■ **Your task**
Please transcribe the data below in full. Omit any picture you find in it.
::: Task data :::
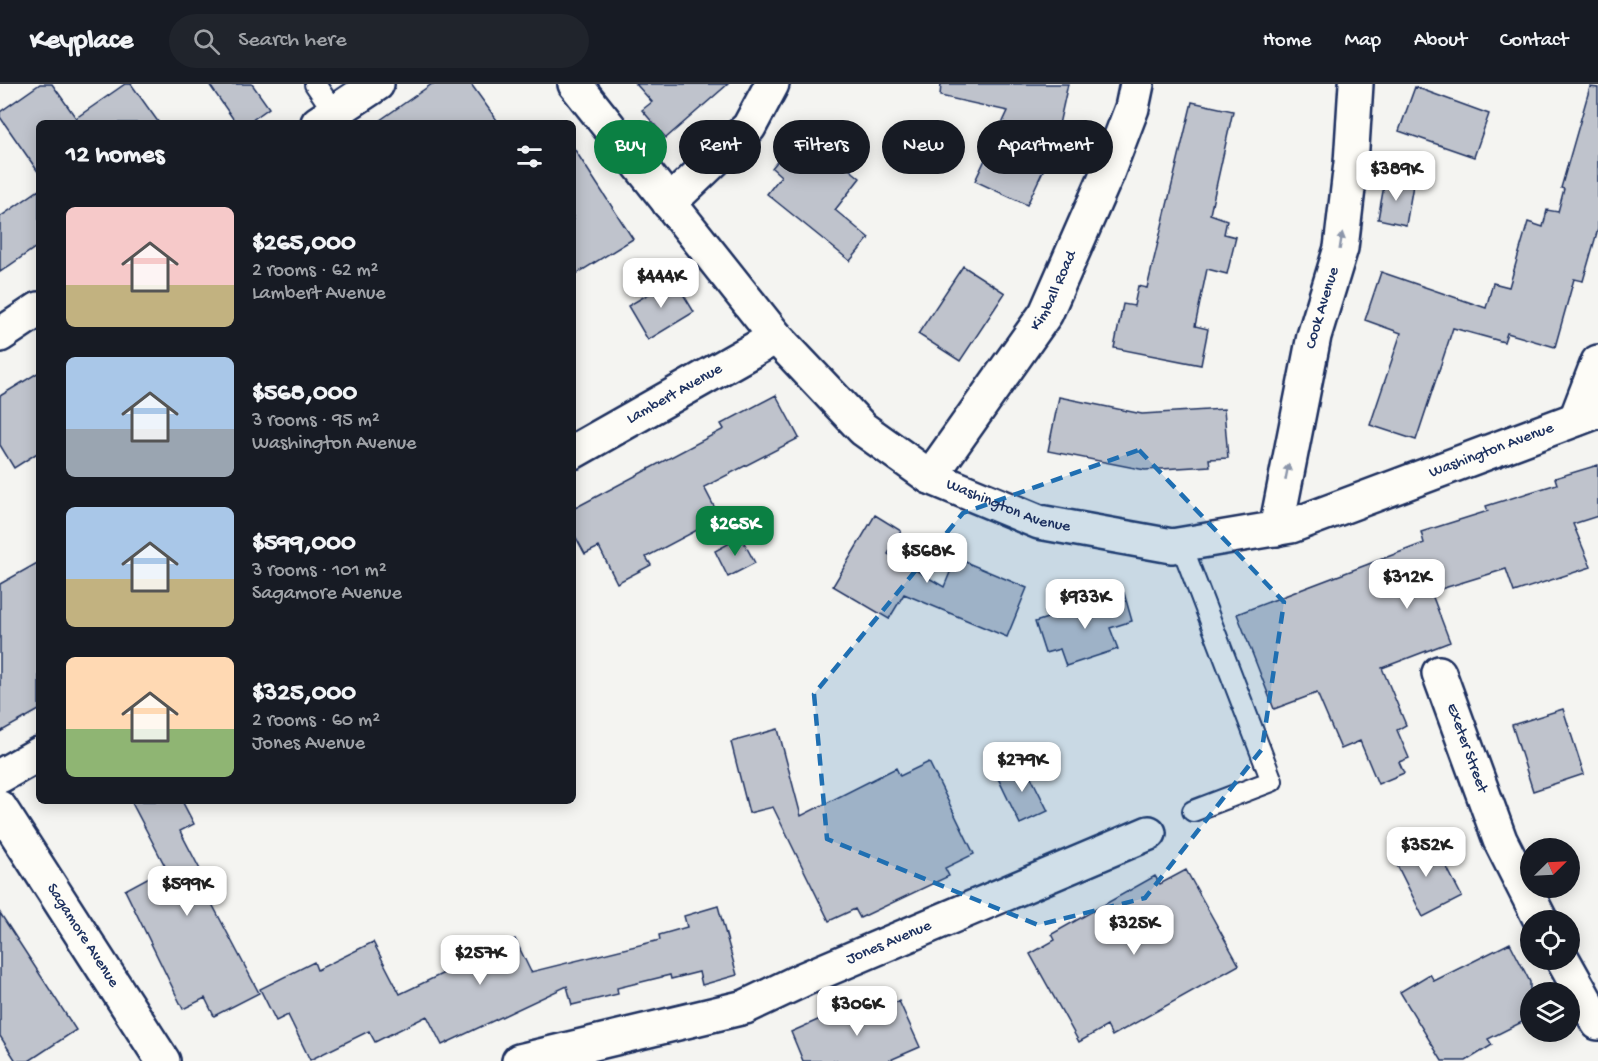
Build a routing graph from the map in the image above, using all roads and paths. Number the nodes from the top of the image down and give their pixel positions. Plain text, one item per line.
1 (315, 84) edge
2 (376, 84) edge
3 (574, 84) edge
4 (772, 84) edge
5 (1137, 84) edge
6 (1356, 84) edge
7 (326, 118) edge
8 (669, 203) junction
9 (36, 311) edge
10 (0, 335) edge
11 (776, 337) junction
12 (1598, 362) edge
13 (1587, 415) edge
14 (576, 450) edge
15 (930, 477) junction
16 (1276, 529) junction
17 (1181, 544) junction
18 (1439, 673) dead end
19 (36, 756) edge
20 (0, 776) edge
21 (0, 808) edge
22 (1193, 811) dead end
23 (1149, 832) dead end
24 (1535, 910) edge
25 (1569, 970) edge
26 (1598, 1023) edge
27 (164, 1061) edge
28 (519, 1061) edge

1 - 7 lane
2 - 7 street
3 - 8 street, Washington Avenue
4 - 8 street
5 - 15 street, Kimball Road
16 -> 6 street, Cook Avenue
8 - 11 street, Washington Avenue
9 - 10 street
11 - 14 street, Lambert Avenue
11 - 15 street, Washington Avenue
12 - 13 street
13 - 16 street, Washington Avenue
15 - 17 street, Washington Avenue
16 - 17 street, Washington Avenue
17 - 22 lane
18 - 24 street, Exeter Street
19 - 20 street
21 - 27 street, Sagamore Avenue
23 - 28 street, Jones Avenue
25 - 26 street

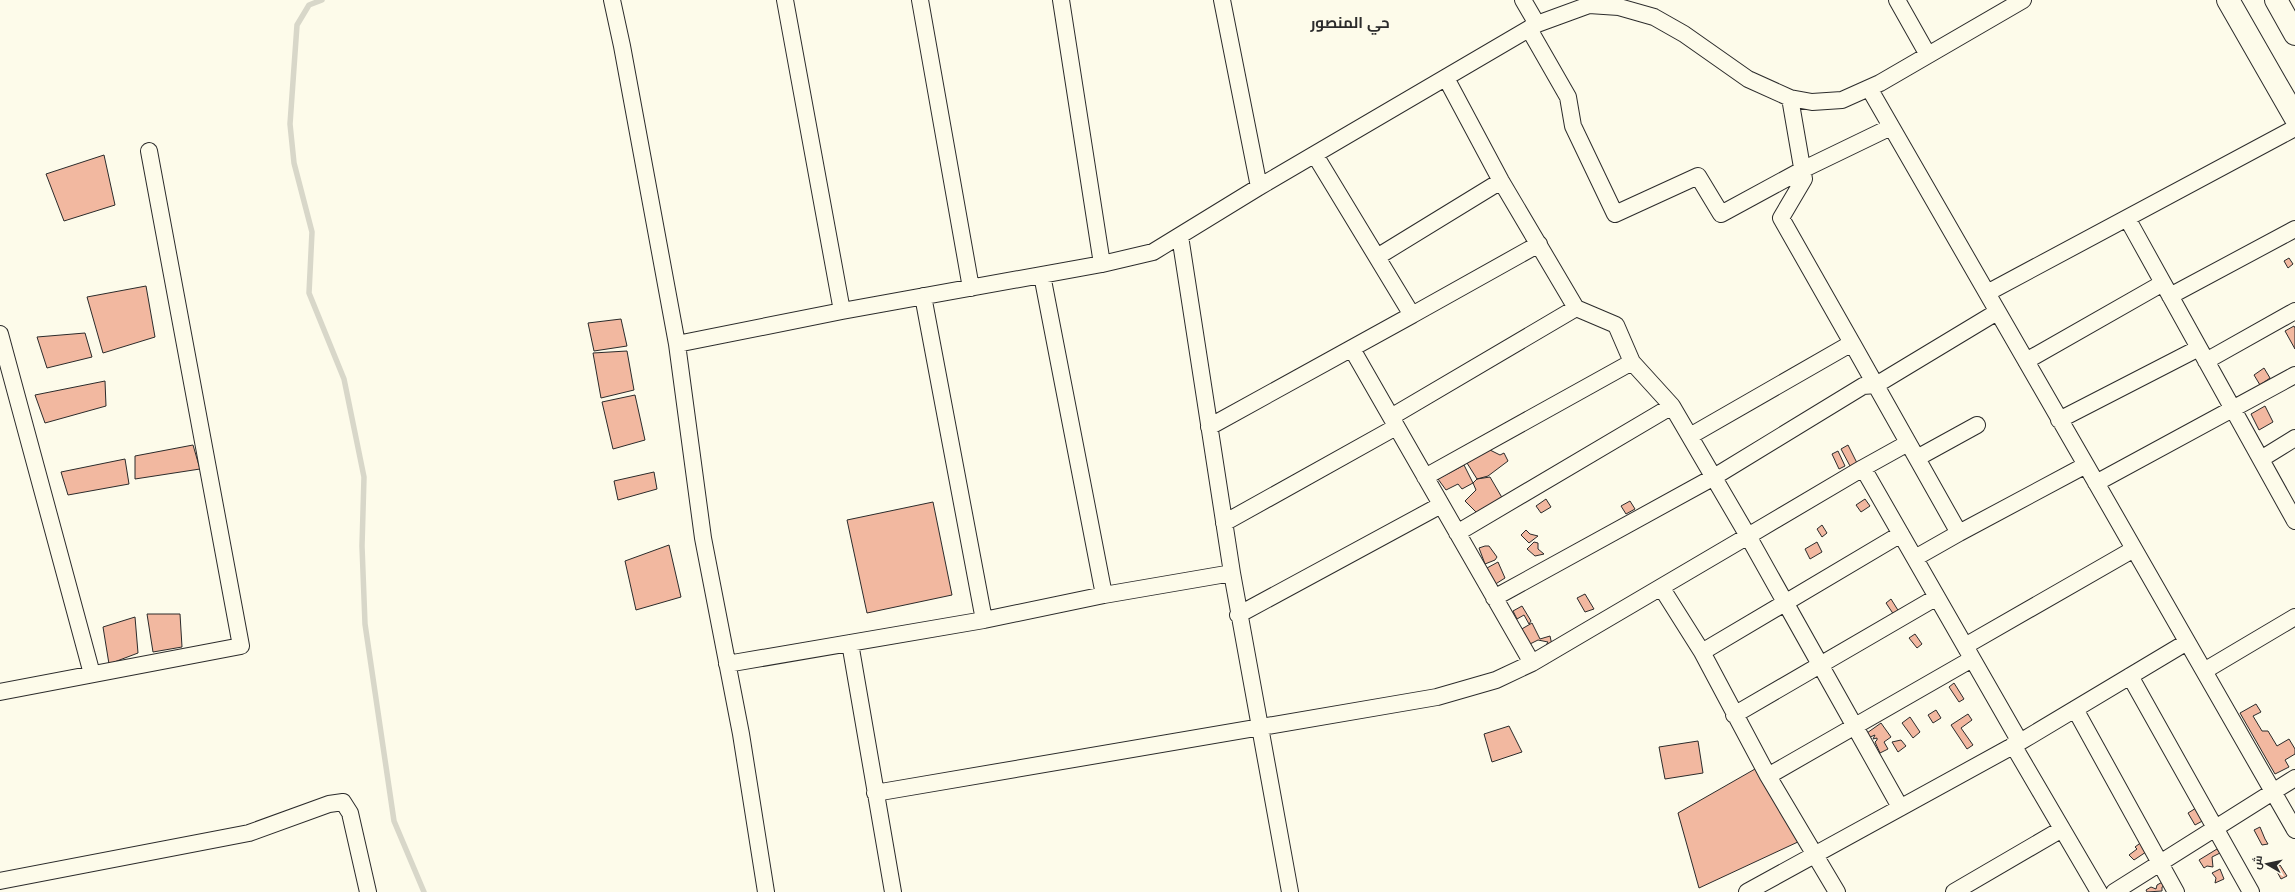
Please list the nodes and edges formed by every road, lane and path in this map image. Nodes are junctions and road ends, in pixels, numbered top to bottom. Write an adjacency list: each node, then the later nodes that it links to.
1 (612, 0): 43 (street)
2 (785, 0): 37 (street)
3 (920, 0): 32 (street)
4 (1061, 0): 30 (street)
5 (1222, 0): 24 (street)
6 (1524, 0): 11 (street)
7 (1897, 0): 13 (street)
8 (2023, 0): 13 (street)
9 (2228, 0): 17 (main road)
10 (2276, 0): 12 (main road)
11 (1533, 27): 14 (street); 16 (street); 22 (street)
12 (2295, 34)
13 (1928, 56): 15 (street)
14 (1446, 78): 21 (street); 23 (street)
15 (1869, 88): 16 (street); 18 (street)
16 (1790, 98): 22 (street)
17 (2295, 117)
18 (1891, 127): 22 (street); 34 (street)
19 (2295, 128): 25 (street)
20 (149, 151): 92 (street)
21 (1315, 155): 24 (street); 29 (street)
22 (1802, 170): 42 (street)
23 (1501, 181): 28 (street); 29 (street)
24 (1259, 187): 27 (street)
25 (2127, 218): 33 (street); 34 (street)
26 (2295, 229): 33 (street)
27 (1180, 236): 30 (street); 55 (street)
28 (1539, 244): 36 (street); 40 (street)
29 (1377, 257): 40 (street)
30 (1102, 264): 31 (street)
31 (1042, 275): 32 (street); 77 (street)
32 (971, 288): 35 (street)
33 (2167, 290): 45 (street); 46 (street)
34 (1987, 293): 39 (street)
35 (923, 296): 37 (street); 83 (street)
36 (1576, 308): 47 (street); 53 (street)
37 (842, 311): 43 (street)
38 (2295, 311): 45 (street)
39 (1997, 312): 46 (street); 49 (street)
40 (1412, 315): 44 (street)
41 (0, 334): 92 (street)
42 (1852, 343): 49 (street); 56 (street)
43 (677, 344): 89 (street)
44 (1352, 349): 53 (street); 55 (street)
45 (2202, 354): 51 (street); 52 (street)
46 (2026, 361): 52 (street)
47 (1632, 362): 50 (street); 63 (street)
48 (2295, 375): 51 (street)
49 (1876, 385): 58 (street); 64 (street)
50 (1672, 406): 56 (street); 69 (street)
51 (2233, 409): 60 (street); 65 (street)
52 (2059, 420): 61 (street)
53 (1394, 422): 63 (street); 68 (street)
54 (1977, 426): 59 (street)
55 (1209, 427): 68 (street)
56 (1690, 436): 64 (street)
57 (2295, 438): 60 (street)
58 (1908, 443): 59 (street); 62 (street)
59 (1917, 458): 70 (street)
60 (2261, 459): 67 (street)
61 (2086, 465): 65 (street); 70 (street)
62 (1863, 468): 71 (street); 72 (street)
63 (1425, 476): 66 (street)
64 (1714, 477): 72 (street); 79 (street)
65 (2096, 483): 73 (street)
66 (1442, 506): 69 (street); 81 (street)
67 (2292, 510)
68 (1224, 524): 75 (street)
69 (1457, 533): 79 (street)
70 (1959, 533): 74 (street)
71 (1901, 534): 74 (street); 80 (street)
72 (1748, 536): 76 (street); 80 (street)
73 (2134, 549): 84 (street); 87 (street)
74 (1915, 558): 78 (street)
75 (1232, 573): 77 (street); 81 (street)
76 (1661, 587): 86 (street); 88 (street)
77 (1104, 595): 83 (street)
78 (1937, 597): 87 (street); 90 (street)
79 (1494, 598): 88 (street)
80 (1785, 602): 86 (street); 90 (street)
81 (1238, 615): 98 (street)
82 (2295, 618): 91 (street)
83 (984, 620): 85 (street)
84 (2187, 642): 91 (street); 93 (street)
85 (850, 643): 89 (street); 103 (street)
86 (1702, 652): 96 (street)
87 (1968, 652): 97 (street); 99 (street)
88 (1532, 663): 98 (street)
89 (727, 664): 112 (street)
90 (1821, 666): 96 (street); 97 (street)
91 (2204, 671): 102 (street)
92 (92, 674): 94 (street)
93 (2130, 676): 95 (street); 105 (street)
94 (0, 692)
95 (2075, 709): 99 (street); 109 (street)
96 (1734, 715): 100 (street)
97 (1854, 726): 100 (street); 104 (street)
98 (1260, 728): 103 (street); 114 (street)
99 (2017, 744): 104 (street); 106 (street)
100 (1768, 776): 108 (street)
101 (2295, 778): 102 (street)
102 (2272, 790): 105 (street); 107 (street)
103 (876, 793): 113 (street)
104 (1900, 807): 108 (street)
105 (2216, 827): 109 (street); 121 (street)
106 (2062, 829): 117 (street); 118 (street)
107 (2295, 830)
108 (1815, 854): 115 (street); 116 (street)
109 (2160, 863): 119 (street); 120 (street)
110 (10, 884): 111 (street)
111 (368, 892)
112 (766, 892)
113 (893, 892)
114 (1290, 892)
115 (1747, 892)
116 (1837, 892)
117 (1954, 892)
118 (2099, 892)
119 (2114, 892)
120 (2176, 892)
121 (2251, 892)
:::
■ **Output for this exercise**
Build a routing graph from the map in the image above, using all roads and paths. Number the nodes from the top of the image down and give their pixel positions. Plain text, one item per line.
1 (315, 84) edge
2 (376, 84) edge
3 (574, 84) edge
4 (772, 84) edge
5 (1137, 84) edge
6 (1356, 84) edge
7 (326, 118) edge
8 (669, 203) junction
9 (36, 311) edge
10 (0, 335) edge
11 (776, 337) junction
12 (1598, 362) edge
13 (1587, 415) edge
14 (576, 450) edge
15 (930, 477) junction
16 (1276, 529) junction
17 (1181, 544) junction
18 (1439, 673) dead end
19 (36, 756) edge
20 (0, 776) edge
21 (0, 808) edge
22 (1193, 811) dead end
23 (1149, 832) dead end
24 (1535, 910) edge
25 (1569, 970) edge
26 (1598, 1023) edge
27 (164, 1061) edge
28 (519, 1061) edge

1 - 7 lane
2 - 7 street
3 - 8 street, Washington Avenue
4 - 8 street
5 - 15 street, Kimball Road
16 -> 6 street, Cook Avenue
8 - 11 street, Washington Avenue
9 - 10 street
11 - 14 street, Lambert Avenue
11 - 15 street, Washington Avenue
12 - 13 street
13 - 16 street, Washington Avenue
15 - 17 street, Washington Avenue
16 - 17 street, Washington Avenue
17 - 22 lane
18 - 24 street, Exeter Street
19 - 20 street
21 - 27 street, Sagamore Avenue
23 - 28 street, Jones Avenue
25 - 26 street

Please list the nodes and edges formed by every road, lane and path in this map image. Nodes are junctions and road ends, in pixels, numbered top to bottom. Write an adjacency list: each node, then the later nodes that it links to.
1 (612, 0): 43 (street)
2 (785, 0): 37 (street)
3 (920, 0): 32 (street)
4 (1061, 0): 30 (street)
5 (1222, 0): 24 (street)
6 (1524, 0): 11 (street)
7 (1897, 0): 13 (street)
8 (2023, 0): 13 (street)
9 (2228, 0): 17 (main road)
10 (2276, 0): 12 (main road)
11 (1533, 27): 14 (street); 16 (street); 22 (street)
12 (2295, 34)
13 (1928, 56): 15 (street)
14 (1446, 78): 21 (street); 23 (street)
15 (1869, 88): 16 (street); 18 (street)
16 (1790, 98): 22 (street)
17 (2295, 117)
18 (1891, 127): 22 (street); 34 (street)
19 (2295, 128): 25 (street)
20 (149, 151): 92 (street)
21 (1315, 155): 24 (street); 29 (street)
22 (1802, 170): 42 (street)
23 (1501, 181): 28 (street); 29 (street)
24 (1259, 187): 27 (street)
25 (2127, 218): 33 (street); 34 (street)
26 (2295, 229): 33 (street)
27 (1180, 236): 30 (street); 55 (street)
28 (1539, 244): 36 (street); 40 (street)
29 (1377, 257): 40 (street)
30 (1102, 264): 31 (street)
31 (1042, 275): 32 (street); 77 (street)
32 (971, 288): 35 (street)
33 (2167, 290): 45 (street); 46 (street)
34 (1987, 293): 39 (street)
35 (923, 296): 37 (street); 83 (street)
36 (1576, 308): 47 (street); 53 (street)
37 (842, 311): 43 (street)
38 (2295, 311): 45 (street)
39 (1997, 312): 46 (street); 49 (street)
40 (1412, 315): 44 (street)
41 (0, 334): 92 (street)
42 (1852, 343): 49 (street); 56 (street)
43 (677, 344): 89 (street)
44 (1352, 349): 53 (street); 55 (street)
45 (2202, 354): 51 (street); 52 (street)
46 (2026, 361): 52 (street)
47 (1632, 362): 50 (street); 63 (street)
48 (2295, 375): 51 (street)
49 (1876, 385): 58 (street); 64 (street)
50 (1672, 406): 56 (street); 69 (street)
51 (2233, 409): 60 (street); 65 (street)
52 (2059, 420): 61 (street)
53 (1394, 422): 63 (street); 68 (street)
54 (1977, 426): 59 (street)
55 (1209, 427): 68 (street)
56 (1690, 436): 64 (street)
57 (2295, 438): 60 (street)
58 (1908, 443): 59 (street); 62 (street)
59 (1917, 458): 70 (street)
60 (2261, 459): 67 (street)
61 (2086, 465): 65 (street); 70 (street)
62 (1863, 468): 71 (street); 72 (street)
63 (1425, 476): 66 (street)
64 (1714, 477): 72 (street); 79 (street)
65 (2096, 483): 73 (street)
66 (1442, 506): 69 (street); 81 (street)
67 (2292, 510)
68 (1224, 524): 75 (street)
69 (1457, 533): 79 (street)
70 (1959, 533): 74 (street)
71 (1901, 534): 74 (street); 80 (street)
72 (1748, 536): 76 (street); 80 (street)
73 (2134, 549): 84 (street); 87 (street)
74 (1915, 558): 78 (street)
75 (1232, 573): 77 (street); 81 (street)
76 (1661, 587): 86 (street); 88 (street)
77 (1104, 595): 83 (street)
78 (1937, 597): 87 (street); 90 (street)
79 (1494, 598): 88 (street)
80 (1785, 602): 86 (street); 90 (street)
81 (1238, 615): 98 (street)
82 (2295, 618): 91 (street)
83 (984, 620): 85 (street)
84 (2187, 642): 91 (street); 93 (street)
85 (850, 643): 89 (street); 103 (street)
86 (1702, 652): 96 (street)
87 (1968, 652): 97 (street); 99 (street)
88 (1532, 663): 98 (street)
89 (727, 664): 112 (street)
90 (1821, 666): 96 (street); 97 (street)
91 (2204, 671): 102 (street)
92 (92, 674): 94 (street)
93 (2130, 676): 95 (street); 105 (street)
94 (0, 692)
95 (2075, 709): 99 (street); 109 (street)
96 (1734, 715): 100 (street)
97 (1854, 726): 100 (street); 104 (street)
98 (1260, 728): 103 (street); 114 (street)
99 (2017, 744): 104 (street); 106 (street)
100 (1768, 776): 108 (street)
101 (2295, 778): 102 (street)
102 (2272, 790): 105 (street); 107 (street)
103 (876, 793): 113 (street)
104 (1900, 807): 108 (street)
105 (2216, 827): 109 (street); 121 (street)
106 (2062, 829): 117 (street); 118 (street)
107 (2295, 830)
108 (1815, 854): 115 (street); 116 (street)
109 (2160, 863): 119 (street); 120 (street)
110 (10, 884): 111 (street)
111 (368, 892)
112 (766, 892)
113 (893, 892)
114 (1290, 892)
115 (1747, 892)
116 (1837, 892)
117 (1954, 892)
118 (2099, 892)
119 (2114, 892)
120 (2176, 892)
121 (2251, 892)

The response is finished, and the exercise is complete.